Megan braced herself.

Bam!

The Toyota collided with the mountain.

Her seat belt jerked tight.

Her eyes squeezed shut.

The car’s front bumper crumpled, the hood damaged in a horrific groan of twisting metal and shattered plastic. The windshield cracked.

Something flew forward, launched straight into the mirror, shattering the reflective glass.

She expected the impact from the airbag as it burst out of the steering wheel.

Steeled herself.

Her car jolted to a stop.

No sudden burst of pressure or mass of air shot at her; no balloon trapped her against her seat.

Instead, there was silence.

Sudden and deafening.

And she was alive.

Miraculously unhurt.

Disbelieving, she stared at her gloved fingers, clenched in a death grip over the wheel. She slowly released them as she let out her breath. Her hands were trembling, her entire body quivering.
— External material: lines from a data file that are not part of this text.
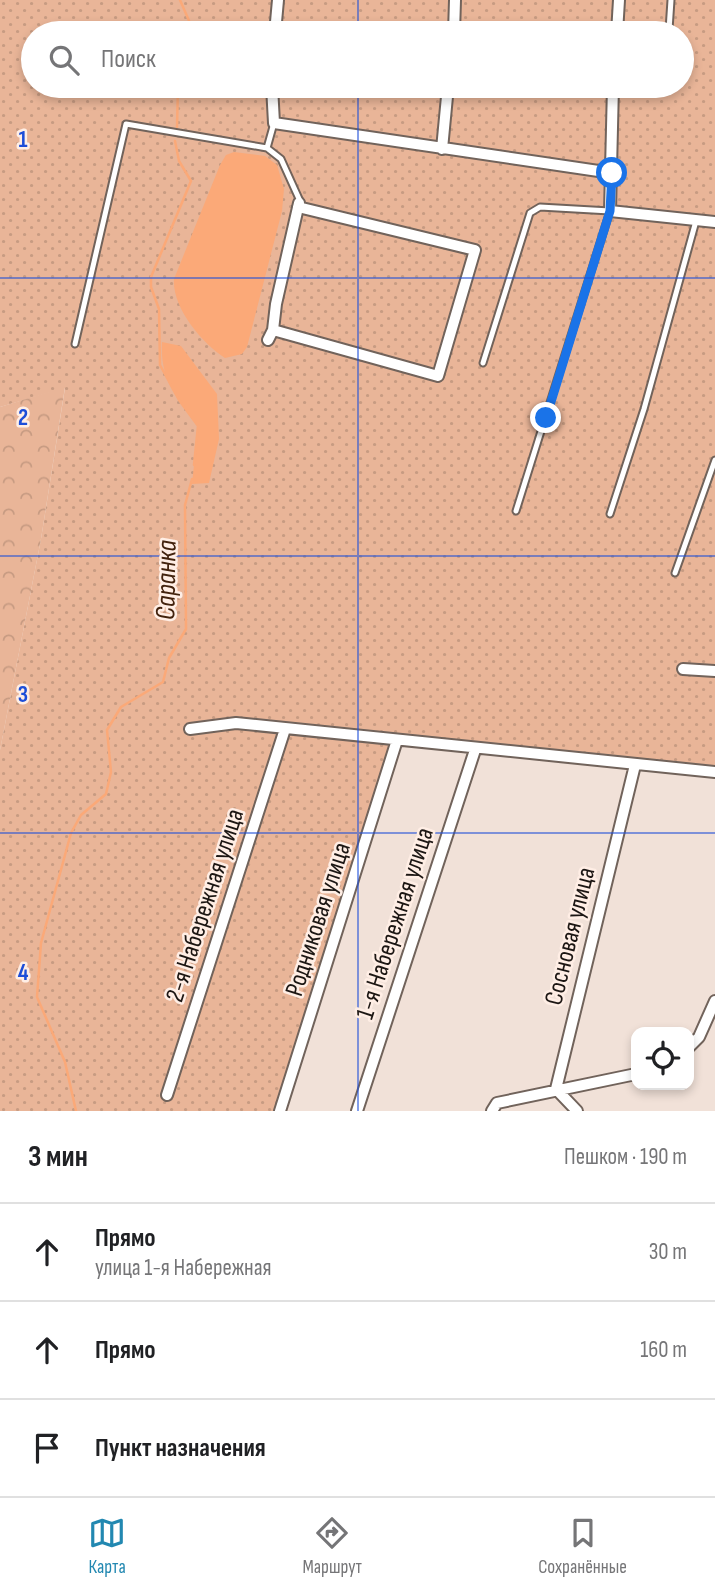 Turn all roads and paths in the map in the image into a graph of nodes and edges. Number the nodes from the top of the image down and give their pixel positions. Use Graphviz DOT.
graph roads {
  1 [pos="278,0"];
  2 [pos="456,0"];
  3 [pos="619,0"];
  4 [pos="671,0"];
  5 [pos="276,21"];
  6 [pos="455,21"];
  7 [pos="618,21"];
  8 [pos="670,21"];
  9 [pos="273,98"];
  10 [pos="448,98"];
  11 [pos="613,98"];
  12 [pos="274,123"];
  13 [pos="267,148"];
  14 [pos="442,149"];
  15 [pos="612,173"];
  16 [pos="299,204"];
  17 [pos="610,211"];
  18 [pos="696,220"];
  19 [pos="715,222"];
  20 [pos="75,344"];
  21 [pos="483,363"];
  22 [pos="715,460"];
  23 [pos="516,511"];
  24 [pos="610,514"];
  25 [pos="675,573"];
  26 [pos="683,669"];
  27 [pos="715,671"];
  28 [pos="190,729"];
  29 [pos="285,729"];
  30 [pos="397,740"];
  31 [pos="475,750"];
  32 [pos="635,765"];
  33 [pos="715,772"];
  34 [pos="715,1002"];
  35 [pos="694,1042"];
  36 [pos="631,1075"];
  37 [pos="556,1089"];
  38 [pos="167,1095"];
  39 [pos="280,1111"];
  40 [pos="357,1111"];
  41 [pos="492,1111"];
  42 [pos="576,1111"];
  1 -- 5 [label="street"];
  2 -- 6 [label="street"];
  3 -- 7 [label="street"];
  4 -- 8 [label="lane"];
  9 -- 12 [label="street"];
  10 -- 14 [label="street"];
  11 -- 15 [label="street"];
  12 -- 13 [label="lane"];
  12 -- 14 [label="street"];
  13 -- 16 [label="lane"];
  13 -- 20 [label="lane"];
  14 -- 15 [label="street"];
  15 -- 17 [label="street"];
  16 -- 16 [label="street"];
  17 -- 18 [label="street"];
  17 -- 21 [label="lane"];
  17 -- 23 [label="lane"];
  18 -- 19 [label="street"];
  18 -- 24 [label="lane"];
  22 -- 25 [label="lane"];
  26 -- 27 [label="street"];
  28 -- 29 [label="street"];
  29 -- 30 [label="street"];
  29 -- 38 [label="street, 2-я Набережная улица"];
  30 -- 31 [label="street"];
  30 -- 39 [label="street, Родниковая улица"];
  31 -- 32 [label="street"];
  31 -- 40 [label="street, 1-я Набережная улица"];
  32 -- 33 [label="street"];
  32 -- 37 [label="street, Сосновая улица"];
  34 -- 35 [label="street"];
  36 -- 37 [label="street"];
  37 -- 41 [label="street"];
  37 -- 42 [label="street"];
}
Get hold of yourself. You’re okay.

Glancing through the cracked window, she tried to calm her wildly racing heartbeat, to focus.

The car. Can you drive it?

Could she get that lucky?

What were the chances?

She twisted the key, heard the starter grind. “Come on. Come on.” If she could just get the car going, she would back up so that it wasn’t crosswise in the road. She could put the car in NEUTRAL, if she had to, and aim downhill, riding the brakes, right? Until she was in civilization. . . or until she could call . . .

Her thoughts were interrupted. Her phone? Where the hell was her phone? She searched the interior quickly, then remembered something flying into the rearview mirror. Was that her cell? Desperately, she patted the seat next to her, wet from her spilled coffee and loaded with books and her backpack, anything she could just toss into the car.

Nothing.

Quickly, she scoured the floor of the passenger area, but it had a trash basket and two pairs of shoes and . . .

Oh, screw it!

It doesn’t matter! Just get the car out of the road so you don’t get T-boned.

She twisted on the ignition. The starter scraped, but nothing happened.

“Oh, come on!”

Another try, and the engine turned over, but . . . a movement caught her attention. Something dark in the shards of glass in the rearview.